When all was said and done here Monday night, just over 51 percent of the eligible voters in Fort Frances cast ballots in the municipal election.
A very disappointing number to be sure–especially considering people had a full eight days to vote for their choice for mayor, town council, and the local public school board.
Actually, voting got off to a brisk start when the telephone/internet system being used here for the first time went live at 8:30 a.m. last Monday (Oct. 15). Some 583 people voted that day–a turnout that town clerk and local returning officer Lisa Slomke called “phenomenal.”

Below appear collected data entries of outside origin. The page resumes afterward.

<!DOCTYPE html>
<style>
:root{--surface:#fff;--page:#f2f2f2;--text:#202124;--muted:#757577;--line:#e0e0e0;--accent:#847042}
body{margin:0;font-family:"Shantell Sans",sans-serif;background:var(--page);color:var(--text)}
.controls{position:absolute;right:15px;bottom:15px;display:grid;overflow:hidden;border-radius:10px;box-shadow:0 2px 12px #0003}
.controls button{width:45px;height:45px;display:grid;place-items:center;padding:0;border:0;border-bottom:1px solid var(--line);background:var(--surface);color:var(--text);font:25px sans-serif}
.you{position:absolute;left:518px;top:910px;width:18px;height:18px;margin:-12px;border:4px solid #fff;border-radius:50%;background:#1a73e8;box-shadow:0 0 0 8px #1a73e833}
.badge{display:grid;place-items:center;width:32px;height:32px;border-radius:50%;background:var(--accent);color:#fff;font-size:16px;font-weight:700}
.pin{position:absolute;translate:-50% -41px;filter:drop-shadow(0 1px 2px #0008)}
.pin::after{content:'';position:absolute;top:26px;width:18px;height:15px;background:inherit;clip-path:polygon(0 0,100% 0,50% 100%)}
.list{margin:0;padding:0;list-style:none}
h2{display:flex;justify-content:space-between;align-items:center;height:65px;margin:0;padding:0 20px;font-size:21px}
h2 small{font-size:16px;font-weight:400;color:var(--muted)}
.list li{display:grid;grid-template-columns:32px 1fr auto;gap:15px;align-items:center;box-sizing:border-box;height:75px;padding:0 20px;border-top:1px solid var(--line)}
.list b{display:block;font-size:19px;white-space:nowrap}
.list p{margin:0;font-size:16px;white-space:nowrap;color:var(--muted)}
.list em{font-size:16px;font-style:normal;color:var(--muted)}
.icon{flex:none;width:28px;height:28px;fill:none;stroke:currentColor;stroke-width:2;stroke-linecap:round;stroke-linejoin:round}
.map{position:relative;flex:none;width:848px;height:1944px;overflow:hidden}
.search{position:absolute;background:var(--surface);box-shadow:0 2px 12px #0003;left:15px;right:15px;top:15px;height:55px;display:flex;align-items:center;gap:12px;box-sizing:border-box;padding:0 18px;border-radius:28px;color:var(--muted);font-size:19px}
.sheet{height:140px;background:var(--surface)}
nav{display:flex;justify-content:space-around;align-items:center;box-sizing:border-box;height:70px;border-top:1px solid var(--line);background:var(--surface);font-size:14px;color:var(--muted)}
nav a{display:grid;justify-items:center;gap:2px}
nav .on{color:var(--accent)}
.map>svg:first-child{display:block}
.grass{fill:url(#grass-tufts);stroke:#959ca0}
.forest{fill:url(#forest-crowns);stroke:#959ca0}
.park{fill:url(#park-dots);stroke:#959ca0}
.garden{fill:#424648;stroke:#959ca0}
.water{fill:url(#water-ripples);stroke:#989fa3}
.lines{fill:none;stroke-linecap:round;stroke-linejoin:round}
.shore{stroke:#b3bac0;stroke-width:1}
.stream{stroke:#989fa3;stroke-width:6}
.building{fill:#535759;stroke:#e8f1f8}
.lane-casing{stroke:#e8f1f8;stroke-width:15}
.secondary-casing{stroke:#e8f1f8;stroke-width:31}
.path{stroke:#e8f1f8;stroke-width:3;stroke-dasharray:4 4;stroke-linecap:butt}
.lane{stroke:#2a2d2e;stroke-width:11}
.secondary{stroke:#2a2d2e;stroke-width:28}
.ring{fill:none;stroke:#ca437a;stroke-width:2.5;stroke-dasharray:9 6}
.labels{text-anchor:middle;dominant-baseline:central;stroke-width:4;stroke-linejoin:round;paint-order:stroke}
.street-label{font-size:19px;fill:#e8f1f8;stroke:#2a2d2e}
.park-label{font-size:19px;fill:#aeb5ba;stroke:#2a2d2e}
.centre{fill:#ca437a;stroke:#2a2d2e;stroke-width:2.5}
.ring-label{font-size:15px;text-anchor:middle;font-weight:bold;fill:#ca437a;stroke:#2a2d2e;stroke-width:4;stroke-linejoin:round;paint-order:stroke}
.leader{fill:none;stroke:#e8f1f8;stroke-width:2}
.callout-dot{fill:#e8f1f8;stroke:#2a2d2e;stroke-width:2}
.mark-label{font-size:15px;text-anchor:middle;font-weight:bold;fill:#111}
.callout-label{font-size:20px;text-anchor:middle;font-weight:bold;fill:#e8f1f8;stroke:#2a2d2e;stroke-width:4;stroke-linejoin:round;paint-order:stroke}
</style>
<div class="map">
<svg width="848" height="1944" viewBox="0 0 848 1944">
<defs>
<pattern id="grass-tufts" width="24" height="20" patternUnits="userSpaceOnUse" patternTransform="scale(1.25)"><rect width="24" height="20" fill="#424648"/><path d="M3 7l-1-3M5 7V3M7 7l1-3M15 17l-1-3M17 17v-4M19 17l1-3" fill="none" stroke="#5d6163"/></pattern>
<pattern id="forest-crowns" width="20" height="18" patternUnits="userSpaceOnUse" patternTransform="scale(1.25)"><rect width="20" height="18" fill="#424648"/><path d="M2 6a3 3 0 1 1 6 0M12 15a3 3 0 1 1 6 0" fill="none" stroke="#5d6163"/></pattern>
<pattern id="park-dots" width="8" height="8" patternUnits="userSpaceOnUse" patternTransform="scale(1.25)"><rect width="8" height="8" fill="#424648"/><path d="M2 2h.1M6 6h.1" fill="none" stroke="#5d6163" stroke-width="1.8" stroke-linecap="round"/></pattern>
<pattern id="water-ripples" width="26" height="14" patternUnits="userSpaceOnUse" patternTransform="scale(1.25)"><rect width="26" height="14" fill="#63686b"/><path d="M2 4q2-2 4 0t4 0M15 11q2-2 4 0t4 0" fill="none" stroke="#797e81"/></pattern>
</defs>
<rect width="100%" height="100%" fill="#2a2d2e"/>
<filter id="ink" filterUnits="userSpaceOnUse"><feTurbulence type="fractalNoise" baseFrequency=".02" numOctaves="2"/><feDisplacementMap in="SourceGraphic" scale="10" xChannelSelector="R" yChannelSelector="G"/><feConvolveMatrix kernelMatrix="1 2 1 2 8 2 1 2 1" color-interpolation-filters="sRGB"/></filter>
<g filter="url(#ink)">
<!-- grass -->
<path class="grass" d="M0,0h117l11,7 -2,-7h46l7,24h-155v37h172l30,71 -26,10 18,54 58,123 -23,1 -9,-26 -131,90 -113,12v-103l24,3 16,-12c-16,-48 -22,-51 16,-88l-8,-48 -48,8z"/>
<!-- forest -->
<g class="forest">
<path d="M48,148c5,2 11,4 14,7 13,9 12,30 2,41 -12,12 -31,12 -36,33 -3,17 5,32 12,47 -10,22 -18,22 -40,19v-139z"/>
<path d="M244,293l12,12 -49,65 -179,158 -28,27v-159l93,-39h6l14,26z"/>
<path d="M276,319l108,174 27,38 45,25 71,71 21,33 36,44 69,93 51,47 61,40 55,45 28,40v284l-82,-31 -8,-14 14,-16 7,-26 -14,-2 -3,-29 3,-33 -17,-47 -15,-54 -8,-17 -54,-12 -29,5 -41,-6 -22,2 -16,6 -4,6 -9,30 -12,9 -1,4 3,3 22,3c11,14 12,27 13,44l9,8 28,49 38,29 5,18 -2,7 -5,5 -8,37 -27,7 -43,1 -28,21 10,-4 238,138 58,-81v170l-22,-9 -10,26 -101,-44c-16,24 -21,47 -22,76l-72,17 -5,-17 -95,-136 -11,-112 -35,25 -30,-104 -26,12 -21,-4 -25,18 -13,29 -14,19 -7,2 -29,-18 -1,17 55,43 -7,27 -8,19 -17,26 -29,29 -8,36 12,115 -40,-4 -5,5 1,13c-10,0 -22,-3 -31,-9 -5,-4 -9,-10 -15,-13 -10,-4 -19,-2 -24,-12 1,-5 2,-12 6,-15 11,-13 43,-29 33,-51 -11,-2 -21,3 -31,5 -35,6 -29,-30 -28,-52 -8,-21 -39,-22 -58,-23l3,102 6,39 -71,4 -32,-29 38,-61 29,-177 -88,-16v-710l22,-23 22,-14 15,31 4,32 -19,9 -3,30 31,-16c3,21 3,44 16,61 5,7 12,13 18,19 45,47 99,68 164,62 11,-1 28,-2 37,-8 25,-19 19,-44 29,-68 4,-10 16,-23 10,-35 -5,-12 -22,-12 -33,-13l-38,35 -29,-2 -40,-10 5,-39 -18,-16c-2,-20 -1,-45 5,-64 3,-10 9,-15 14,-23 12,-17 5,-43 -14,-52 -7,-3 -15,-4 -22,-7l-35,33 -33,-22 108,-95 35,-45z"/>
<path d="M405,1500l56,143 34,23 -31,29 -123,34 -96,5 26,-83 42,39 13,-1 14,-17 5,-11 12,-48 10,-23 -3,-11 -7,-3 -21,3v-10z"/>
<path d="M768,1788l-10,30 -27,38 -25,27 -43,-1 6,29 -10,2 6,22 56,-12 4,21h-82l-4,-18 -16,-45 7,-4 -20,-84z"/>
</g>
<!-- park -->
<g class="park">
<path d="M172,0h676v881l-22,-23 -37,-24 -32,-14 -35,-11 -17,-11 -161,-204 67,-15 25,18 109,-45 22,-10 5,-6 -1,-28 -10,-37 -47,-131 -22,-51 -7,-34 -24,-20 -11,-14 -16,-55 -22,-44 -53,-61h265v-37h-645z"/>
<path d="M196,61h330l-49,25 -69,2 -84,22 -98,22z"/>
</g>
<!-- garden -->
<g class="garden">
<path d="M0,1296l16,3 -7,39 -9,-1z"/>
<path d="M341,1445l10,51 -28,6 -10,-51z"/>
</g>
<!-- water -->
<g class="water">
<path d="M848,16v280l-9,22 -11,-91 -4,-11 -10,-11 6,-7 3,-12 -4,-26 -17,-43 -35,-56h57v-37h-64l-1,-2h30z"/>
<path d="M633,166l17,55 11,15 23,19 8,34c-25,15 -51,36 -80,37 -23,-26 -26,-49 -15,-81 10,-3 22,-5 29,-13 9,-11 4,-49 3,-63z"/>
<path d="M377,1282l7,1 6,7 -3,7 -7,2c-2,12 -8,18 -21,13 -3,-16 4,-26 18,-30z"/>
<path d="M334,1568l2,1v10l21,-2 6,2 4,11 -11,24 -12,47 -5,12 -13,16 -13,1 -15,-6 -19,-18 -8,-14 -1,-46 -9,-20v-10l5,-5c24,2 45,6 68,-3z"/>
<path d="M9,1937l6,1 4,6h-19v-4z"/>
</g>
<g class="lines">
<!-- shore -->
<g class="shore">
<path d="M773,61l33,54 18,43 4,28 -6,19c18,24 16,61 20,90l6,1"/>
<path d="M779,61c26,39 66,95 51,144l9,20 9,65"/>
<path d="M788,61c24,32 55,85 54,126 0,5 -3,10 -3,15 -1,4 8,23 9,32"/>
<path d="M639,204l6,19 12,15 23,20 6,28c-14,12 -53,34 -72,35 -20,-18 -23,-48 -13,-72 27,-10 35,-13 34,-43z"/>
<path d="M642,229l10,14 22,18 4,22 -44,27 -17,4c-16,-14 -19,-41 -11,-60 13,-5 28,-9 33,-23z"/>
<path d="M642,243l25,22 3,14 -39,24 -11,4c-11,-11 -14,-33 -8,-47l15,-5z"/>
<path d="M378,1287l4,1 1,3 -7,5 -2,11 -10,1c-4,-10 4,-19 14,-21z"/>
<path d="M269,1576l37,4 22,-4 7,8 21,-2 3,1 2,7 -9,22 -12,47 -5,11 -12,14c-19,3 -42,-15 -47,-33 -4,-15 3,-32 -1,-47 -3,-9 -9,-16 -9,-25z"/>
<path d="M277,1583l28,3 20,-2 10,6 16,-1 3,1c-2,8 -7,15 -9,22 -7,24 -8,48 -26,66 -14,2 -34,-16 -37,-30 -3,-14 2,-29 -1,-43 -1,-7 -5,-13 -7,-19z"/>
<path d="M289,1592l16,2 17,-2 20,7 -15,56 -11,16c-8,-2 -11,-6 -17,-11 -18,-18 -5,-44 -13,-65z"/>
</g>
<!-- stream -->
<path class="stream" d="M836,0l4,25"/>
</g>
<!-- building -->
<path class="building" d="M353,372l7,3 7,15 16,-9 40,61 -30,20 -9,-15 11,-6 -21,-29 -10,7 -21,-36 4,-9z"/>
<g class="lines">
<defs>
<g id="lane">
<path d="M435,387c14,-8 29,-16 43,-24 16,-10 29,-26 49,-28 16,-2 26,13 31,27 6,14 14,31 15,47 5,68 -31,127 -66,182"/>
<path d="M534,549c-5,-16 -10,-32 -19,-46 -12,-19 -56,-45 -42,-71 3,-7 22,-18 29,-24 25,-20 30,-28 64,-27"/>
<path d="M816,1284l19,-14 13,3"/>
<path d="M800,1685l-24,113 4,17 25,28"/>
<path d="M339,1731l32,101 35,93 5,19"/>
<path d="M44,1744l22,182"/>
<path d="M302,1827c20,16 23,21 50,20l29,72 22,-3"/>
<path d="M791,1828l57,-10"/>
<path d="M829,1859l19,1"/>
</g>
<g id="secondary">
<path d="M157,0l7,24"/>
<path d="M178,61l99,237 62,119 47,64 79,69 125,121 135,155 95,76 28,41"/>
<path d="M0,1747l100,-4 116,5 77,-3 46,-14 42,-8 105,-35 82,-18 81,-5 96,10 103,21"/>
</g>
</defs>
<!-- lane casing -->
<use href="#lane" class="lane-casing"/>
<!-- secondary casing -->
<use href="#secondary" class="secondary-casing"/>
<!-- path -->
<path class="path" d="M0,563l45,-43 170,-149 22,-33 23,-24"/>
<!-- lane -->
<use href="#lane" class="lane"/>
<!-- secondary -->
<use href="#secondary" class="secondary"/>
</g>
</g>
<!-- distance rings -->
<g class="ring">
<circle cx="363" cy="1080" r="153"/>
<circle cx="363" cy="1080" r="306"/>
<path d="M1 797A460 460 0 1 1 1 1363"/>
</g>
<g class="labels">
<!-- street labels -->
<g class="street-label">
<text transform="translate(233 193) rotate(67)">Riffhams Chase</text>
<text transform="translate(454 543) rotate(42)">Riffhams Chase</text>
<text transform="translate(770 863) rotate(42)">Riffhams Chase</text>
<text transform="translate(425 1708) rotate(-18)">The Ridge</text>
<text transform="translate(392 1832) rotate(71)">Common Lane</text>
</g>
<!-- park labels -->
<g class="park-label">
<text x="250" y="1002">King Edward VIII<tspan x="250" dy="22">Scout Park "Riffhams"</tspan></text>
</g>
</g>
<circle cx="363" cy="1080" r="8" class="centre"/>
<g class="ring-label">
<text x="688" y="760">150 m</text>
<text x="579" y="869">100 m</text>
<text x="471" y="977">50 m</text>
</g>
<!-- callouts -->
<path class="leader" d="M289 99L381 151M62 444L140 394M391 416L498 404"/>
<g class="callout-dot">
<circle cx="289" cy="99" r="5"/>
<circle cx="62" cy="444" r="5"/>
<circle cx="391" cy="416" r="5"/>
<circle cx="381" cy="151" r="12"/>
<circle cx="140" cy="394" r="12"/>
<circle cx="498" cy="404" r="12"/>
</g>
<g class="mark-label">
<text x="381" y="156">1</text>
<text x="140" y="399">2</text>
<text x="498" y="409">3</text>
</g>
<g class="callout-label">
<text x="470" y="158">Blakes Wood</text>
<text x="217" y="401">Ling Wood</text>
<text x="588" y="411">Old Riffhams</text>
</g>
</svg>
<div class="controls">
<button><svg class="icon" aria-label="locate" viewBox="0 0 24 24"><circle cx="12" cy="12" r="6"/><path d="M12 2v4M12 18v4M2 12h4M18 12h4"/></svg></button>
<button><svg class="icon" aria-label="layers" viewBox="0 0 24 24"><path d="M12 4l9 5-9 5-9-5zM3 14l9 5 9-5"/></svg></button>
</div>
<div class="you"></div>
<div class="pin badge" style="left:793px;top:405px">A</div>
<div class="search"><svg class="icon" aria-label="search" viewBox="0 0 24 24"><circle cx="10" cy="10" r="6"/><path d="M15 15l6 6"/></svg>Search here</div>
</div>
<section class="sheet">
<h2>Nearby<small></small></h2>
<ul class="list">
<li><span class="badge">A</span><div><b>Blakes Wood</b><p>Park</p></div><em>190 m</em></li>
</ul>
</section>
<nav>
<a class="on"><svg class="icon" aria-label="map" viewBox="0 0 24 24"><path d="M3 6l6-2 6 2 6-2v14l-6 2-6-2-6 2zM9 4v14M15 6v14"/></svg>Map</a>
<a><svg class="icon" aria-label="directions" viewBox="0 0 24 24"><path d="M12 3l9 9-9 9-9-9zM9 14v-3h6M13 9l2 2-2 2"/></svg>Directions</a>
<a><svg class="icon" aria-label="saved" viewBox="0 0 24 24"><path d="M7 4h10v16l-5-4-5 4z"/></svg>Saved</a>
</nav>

In fact, with that number having reached 998 by the end of the day last Tuesday, local election officials were left hopeful that voter turnout would hit the 60 percent mark by the time the system shut down at 8 p.m. this past Monday, which would have topped the 55 percent seen in the last municipal election in 2014 and the 55.77 percent in 2006 (there was no election here in 2010 as all the candidates for mayor and council were acclaimed).
In the end, though, that proved to be wishful thinking. Daily totals dropped off as the week wore on, with the numbers over the weekend being slow. Voting did pick up again on the final day Monday but it wasn’t enough to even come close to matching the turnout totals from the past two elections.
With voter turnout continuing to be dismal (though on the uptick) for federal and provincial elections, does a large segment of the population just not care who represents them in Ottawa, at Queen’s Park, or around the council/school board table? Or in this case, did the new voting system have an impact on why only just over half of the eligible voters bothered to cast a ballot?
Voting was relatively simple and quick using the new system, although there were some issues with the telephone method by people pushing buttons too soon. And the town certainly tried to ensure those without computers, or perhaps not comfortable navigating the internet, had the opportunity to vote by manning voter help centres all eight days at the Civic Centre, as well as travelling ones set up for an afternoon each at Rainycrest, La Verendrye Hospital, and Columbus Place last week.
No doubt there will be a post-mortem on how the new system worked and whether it was to blame for the poor turnout, which would be ironic given its aim is to increase voter turnout by its ease and 24/7 access, particularly among younger voters who tend not to vote as it is.
Whatever the outcome, though, it’s troubling that only 51.3 percent of eligible voters here voted in the municipal election. And bottom line, there just no excuse for that at all.